Let it be known that we did not watch the Real Housewives of Atlanta the past few years, but after meeting this Nene woman, we are HOOKED. In a three minute span, she told the Don't Be Tardy For the Party lady not to "squeeze my titties" and "don't hurt Michael Jackson now." Later, she gave an incredible neck-roll and finger-snap worthy of Blaine Edwards and Antoine Mayweather (You remember them! From In Living Color's Men on Film!).

All in all, it was a tremendous night. Yeah, the Sixers lost and my fantasy basketball team is in last place and the only woman I've ever known with straight-up G tators is out of my life. But I got to meet Nene, who promises a future of undeniable drama and comedy. And I got to do it all on my couch, in my sweatpants with a bowl of Boo Berry cereal ... sitting right next to my wonderful Dar.

Thursday, October 21, 2010

Phillies Baseball, America's Next Top Lunatic, Real Housewives and Surviving "The Look of Death"

Chooch ponders life after baseball; photo by Nigel Barker
Along with sweatpants and Raisinettes, the remote control is one of the greatest inventions in history of western civilization. But when used improperly, it can cause more carnage than most Eastern European warfare. And after my wife unleashed her vaunted "look of death" at me last night for my misuse of the clicker, I question whether or not I should be left with such a responsibility.
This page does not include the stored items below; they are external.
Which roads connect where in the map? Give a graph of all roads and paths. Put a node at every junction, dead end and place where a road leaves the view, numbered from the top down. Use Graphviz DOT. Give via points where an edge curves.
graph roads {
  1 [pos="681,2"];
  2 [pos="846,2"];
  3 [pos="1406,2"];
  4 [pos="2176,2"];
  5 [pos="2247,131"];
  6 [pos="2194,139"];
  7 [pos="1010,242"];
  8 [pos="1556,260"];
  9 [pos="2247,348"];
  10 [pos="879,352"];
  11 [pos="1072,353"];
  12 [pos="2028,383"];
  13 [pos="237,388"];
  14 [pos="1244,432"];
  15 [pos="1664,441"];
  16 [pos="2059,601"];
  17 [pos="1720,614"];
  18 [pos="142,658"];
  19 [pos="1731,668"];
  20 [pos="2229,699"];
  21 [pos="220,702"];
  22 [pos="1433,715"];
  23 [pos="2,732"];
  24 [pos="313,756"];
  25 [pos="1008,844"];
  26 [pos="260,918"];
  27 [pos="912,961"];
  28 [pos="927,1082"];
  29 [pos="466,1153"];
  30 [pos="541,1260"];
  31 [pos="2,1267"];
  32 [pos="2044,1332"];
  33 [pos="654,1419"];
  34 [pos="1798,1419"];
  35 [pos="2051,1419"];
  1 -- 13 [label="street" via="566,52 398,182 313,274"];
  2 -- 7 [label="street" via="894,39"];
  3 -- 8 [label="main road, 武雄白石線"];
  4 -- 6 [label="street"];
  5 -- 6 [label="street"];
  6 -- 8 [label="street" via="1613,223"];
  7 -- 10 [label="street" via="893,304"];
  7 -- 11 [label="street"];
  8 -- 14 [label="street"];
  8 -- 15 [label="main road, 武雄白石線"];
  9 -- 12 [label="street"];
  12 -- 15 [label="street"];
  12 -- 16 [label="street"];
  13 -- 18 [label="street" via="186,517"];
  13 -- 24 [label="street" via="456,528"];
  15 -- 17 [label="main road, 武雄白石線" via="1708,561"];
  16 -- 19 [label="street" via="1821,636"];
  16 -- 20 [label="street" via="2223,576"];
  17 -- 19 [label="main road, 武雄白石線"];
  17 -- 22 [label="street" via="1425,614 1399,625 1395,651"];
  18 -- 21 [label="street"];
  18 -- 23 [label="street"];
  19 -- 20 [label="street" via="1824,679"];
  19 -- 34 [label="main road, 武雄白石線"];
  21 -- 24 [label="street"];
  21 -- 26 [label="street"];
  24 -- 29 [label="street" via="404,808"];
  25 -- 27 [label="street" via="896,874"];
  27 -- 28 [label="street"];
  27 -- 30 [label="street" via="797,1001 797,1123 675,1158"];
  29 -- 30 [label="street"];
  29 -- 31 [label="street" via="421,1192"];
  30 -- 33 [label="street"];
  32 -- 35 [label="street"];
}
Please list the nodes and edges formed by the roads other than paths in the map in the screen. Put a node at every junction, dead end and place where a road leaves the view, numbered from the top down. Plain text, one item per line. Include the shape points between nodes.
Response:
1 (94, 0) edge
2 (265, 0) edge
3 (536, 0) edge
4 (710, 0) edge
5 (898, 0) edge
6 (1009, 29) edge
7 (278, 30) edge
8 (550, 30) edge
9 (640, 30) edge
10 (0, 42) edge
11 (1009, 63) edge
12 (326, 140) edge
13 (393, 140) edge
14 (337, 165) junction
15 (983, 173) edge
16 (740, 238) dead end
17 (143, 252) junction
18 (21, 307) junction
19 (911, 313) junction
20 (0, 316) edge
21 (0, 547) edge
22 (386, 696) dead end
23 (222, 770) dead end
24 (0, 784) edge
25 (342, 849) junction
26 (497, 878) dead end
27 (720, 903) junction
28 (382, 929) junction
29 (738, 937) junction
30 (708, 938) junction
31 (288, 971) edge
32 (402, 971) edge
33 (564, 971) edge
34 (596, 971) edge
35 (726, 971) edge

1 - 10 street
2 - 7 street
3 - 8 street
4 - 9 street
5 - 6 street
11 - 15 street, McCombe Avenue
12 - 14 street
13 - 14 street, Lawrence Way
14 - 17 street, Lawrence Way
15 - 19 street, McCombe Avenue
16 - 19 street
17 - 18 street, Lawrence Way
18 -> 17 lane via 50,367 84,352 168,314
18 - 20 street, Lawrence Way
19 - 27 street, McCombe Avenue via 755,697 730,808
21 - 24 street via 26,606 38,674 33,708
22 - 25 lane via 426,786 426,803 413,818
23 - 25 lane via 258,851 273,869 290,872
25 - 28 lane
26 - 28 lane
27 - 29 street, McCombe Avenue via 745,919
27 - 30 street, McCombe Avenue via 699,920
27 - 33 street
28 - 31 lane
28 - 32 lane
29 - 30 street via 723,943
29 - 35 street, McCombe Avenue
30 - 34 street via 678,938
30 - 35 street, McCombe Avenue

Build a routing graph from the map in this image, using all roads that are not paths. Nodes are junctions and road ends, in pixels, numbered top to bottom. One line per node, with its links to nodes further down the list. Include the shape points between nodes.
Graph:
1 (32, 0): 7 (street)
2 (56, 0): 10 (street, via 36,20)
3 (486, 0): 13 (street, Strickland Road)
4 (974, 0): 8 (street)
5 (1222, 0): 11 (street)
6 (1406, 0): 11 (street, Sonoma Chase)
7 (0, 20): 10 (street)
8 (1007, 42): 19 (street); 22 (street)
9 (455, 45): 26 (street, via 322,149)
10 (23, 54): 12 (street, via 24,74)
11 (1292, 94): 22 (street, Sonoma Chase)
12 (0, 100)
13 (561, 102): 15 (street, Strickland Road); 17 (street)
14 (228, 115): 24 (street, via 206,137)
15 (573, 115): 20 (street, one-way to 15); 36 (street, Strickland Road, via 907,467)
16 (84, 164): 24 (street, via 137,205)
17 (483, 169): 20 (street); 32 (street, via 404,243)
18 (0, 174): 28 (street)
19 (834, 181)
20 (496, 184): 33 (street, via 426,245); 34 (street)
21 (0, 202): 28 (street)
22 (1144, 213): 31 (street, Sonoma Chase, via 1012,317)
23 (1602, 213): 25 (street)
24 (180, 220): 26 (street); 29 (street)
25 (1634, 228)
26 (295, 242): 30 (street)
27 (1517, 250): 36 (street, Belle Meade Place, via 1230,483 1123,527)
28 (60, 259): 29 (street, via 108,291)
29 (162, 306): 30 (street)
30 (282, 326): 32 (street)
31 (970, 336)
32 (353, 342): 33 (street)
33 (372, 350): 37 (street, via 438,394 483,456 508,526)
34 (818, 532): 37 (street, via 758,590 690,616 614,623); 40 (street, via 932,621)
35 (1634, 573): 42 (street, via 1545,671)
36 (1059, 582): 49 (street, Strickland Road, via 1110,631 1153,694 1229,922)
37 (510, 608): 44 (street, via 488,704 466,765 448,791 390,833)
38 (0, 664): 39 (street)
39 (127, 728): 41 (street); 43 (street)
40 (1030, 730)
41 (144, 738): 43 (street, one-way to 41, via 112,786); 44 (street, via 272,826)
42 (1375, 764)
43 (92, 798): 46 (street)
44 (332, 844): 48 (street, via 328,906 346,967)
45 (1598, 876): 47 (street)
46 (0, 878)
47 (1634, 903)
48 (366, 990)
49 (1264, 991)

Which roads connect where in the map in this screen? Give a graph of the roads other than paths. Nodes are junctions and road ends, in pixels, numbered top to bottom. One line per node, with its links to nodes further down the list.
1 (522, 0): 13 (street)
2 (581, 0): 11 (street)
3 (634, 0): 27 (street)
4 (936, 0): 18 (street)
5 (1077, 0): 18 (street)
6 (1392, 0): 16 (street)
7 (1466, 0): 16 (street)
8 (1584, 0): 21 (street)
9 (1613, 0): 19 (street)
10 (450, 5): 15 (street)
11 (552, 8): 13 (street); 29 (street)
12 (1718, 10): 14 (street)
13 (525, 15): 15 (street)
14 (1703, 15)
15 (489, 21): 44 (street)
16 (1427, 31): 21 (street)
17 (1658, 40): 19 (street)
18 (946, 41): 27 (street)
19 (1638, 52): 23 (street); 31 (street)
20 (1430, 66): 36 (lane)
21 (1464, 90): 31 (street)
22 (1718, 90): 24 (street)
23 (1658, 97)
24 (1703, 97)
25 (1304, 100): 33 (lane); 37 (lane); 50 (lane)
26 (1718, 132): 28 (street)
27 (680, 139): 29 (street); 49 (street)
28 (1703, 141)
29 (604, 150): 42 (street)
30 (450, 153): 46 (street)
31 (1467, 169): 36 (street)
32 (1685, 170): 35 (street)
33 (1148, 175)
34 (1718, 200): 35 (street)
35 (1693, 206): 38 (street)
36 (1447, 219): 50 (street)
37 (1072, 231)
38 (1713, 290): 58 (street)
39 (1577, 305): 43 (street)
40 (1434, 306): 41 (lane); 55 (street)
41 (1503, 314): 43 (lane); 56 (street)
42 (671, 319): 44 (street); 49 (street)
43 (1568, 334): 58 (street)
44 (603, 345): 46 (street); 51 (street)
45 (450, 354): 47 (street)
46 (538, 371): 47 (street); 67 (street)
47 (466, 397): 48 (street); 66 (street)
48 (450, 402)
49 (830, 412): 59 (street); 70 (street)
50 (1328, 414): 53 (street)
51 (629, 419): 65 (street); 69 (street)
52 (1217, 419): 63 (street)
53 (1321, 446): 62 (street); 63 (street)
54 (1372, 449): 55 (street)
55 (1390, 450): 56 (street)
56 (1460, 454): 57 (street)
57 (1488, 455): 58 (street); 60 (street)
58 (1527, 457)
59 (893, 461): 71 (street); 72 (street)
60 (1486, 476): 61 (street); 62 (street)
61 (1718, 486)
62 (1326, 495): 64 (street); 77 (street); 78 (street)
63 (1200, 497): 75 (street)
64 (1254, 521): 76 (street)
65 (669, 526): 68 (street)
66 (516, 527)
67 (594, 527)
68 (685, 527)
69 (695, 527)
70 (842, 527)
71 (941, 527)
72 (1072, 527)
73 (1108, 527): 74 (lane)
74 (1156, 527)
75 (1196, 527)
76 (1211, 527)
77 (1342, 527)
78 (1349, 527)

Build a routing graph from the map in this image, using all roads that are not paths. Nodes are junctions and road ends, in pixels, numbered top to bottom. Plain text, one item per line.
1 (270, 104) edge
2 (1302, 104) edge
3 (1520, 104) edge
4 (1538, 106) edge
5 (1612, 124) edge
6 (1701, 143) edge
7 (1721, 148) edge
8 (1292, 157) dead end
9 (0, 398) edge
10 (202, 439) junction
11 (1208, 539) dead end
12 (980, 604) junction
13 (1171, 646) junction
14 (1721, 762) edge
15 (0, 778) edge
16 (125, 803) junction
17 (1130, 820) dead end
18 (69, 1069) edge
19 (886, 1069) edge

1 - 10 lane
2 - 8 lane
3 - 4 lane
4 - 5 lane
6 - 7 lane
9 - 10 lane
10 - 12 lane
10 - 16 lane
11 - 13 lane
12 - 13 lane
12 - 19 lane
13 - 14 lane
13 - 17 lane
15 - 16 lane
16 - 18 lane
Now I know what you're thinking; we're a stereotypical Timothy Busfield thirtysomething couple and I hogged the remote and sat and drank my beer and wouldn't let my wife disturb the precious game. Nope, not the case. Not the case at all. Let me explain.

At the start of the Phillies game, my wife asked if we could flip to something else during commercials, to which I obviously agreed, because I like watching other things and am not interested in having my wife divorce me. So in between innings we watched some of America's Next Top Lunatic, and this was fine, because I sort of like that show and would like my wife to stay with me so that I don't end up homeless and alone like I imagine Timothy Busfield must be.

I even let her watch a full, uninterrupted ten minutes of her favorite part of the show when Tyra Banks and the good looking British photographer critique the lunatics' photos. Last night they had a big black dude join them who wore a cape. He was filling in for the other black dude who is actually more of a lady and teaches the lunatics how to walk. I'm not sure where the man-lady was last night, but I miss him dearly and imagine wherever he is, he is probably also wearing a cape. When we got back to the baseball game, I had missed the Giants score two runs, but this was okay because I love my wife and was very interested to hear the cape-donning judge's thoughts regarding the lunatics' photo shoot.

I imagine he/she also has a "look of death."
Later, during the nine o'clock hour, we routinely flipped to see what the Real Housewives of Atlanta were up to. Apparently, the "Don't Be Tardy For The Party" lady is now performing her self-titled song live in concert for thousands of gay men, for which I also allowed my wife ten minutes of uninterrupted viewing pleasure. This time when we returned to the Phils, Shane Victorino was chasing balls in the dirt, precisely the same thing most of the gay concert-goers were doing.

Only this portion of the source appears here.